Problem to work on: If a line in the data below contains "Torres", copy it.

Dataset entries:
#####

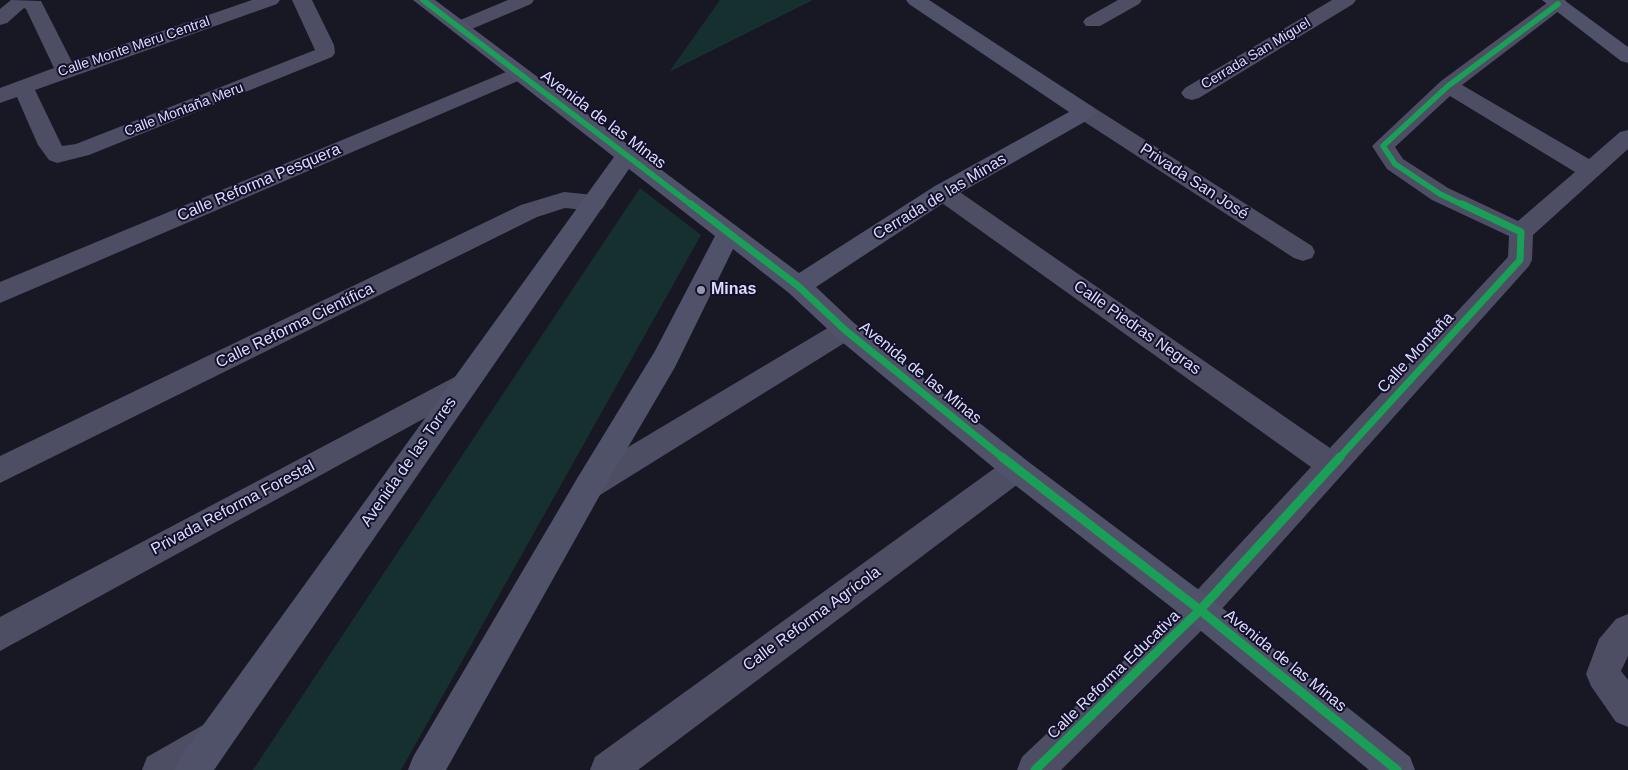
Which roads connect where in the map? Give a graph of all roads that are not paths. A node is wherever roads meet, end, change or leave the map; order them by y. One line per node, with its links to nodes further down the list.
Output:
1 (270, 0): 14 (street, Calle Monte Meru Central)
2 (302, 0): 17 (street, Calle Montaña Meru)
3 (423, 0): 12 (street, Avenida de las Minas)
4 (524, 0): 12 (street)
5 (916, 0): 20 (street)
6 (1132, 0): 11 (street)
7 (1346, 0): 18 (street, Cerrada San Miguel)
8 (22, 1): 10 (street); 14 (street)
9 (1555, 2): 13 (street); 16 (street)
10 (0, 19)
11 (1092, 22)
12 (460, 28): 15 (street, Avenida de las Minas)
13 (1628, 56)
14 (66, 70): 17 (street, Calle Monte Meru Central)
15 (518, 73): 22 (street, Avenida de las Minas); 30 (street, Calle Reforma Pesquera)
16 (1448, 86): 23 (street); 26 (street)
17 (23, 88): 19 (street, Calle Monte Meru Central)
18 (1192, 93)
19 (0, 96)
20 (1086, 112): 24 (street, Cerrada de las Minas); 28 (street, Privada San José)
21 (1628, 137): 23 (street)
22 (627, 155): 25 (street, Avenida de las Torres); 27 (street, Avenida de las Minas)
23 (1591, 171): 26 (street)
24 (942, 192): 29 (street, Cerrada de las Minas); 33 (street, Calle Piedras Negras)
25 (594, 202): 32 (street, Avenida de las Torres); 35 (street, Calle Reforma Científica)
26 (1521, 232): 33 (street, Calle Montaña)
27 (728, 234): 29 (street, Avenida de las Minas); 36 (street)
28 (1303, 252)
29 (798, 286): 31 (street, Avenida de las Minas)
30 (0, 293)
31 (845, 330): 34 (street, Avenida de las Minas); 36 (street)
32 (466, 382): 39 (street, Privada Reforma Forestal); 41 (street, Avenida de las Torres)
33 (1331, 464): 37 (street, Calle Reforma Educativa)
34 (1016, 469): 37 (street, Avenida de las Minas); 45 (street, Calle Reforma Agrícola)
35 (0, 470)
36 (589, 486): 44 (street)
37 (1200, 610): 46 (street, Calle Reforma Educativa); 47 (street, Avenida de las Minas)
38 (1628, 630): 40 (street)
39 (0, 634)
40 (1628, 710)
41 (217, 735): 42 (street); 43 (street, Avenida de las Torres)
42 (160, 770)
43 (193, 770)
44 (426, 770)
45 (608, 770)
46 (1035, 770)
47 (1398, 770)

#####

Solution:
22 (627, 155): 25 (street, Avenida de las Torres); 27 (street, Avenida de las Minas)
25 (594, 202): 32 (street, Avenida de las Torres); 35 (street, Calle Reforma Científica)
32 (466, 382): 39 (street, Privada Reforma Forestal); 41 (street, Avenida de las Torres)
41 (217, 735): 42 (street); 43 (street, Avenida de las Torres)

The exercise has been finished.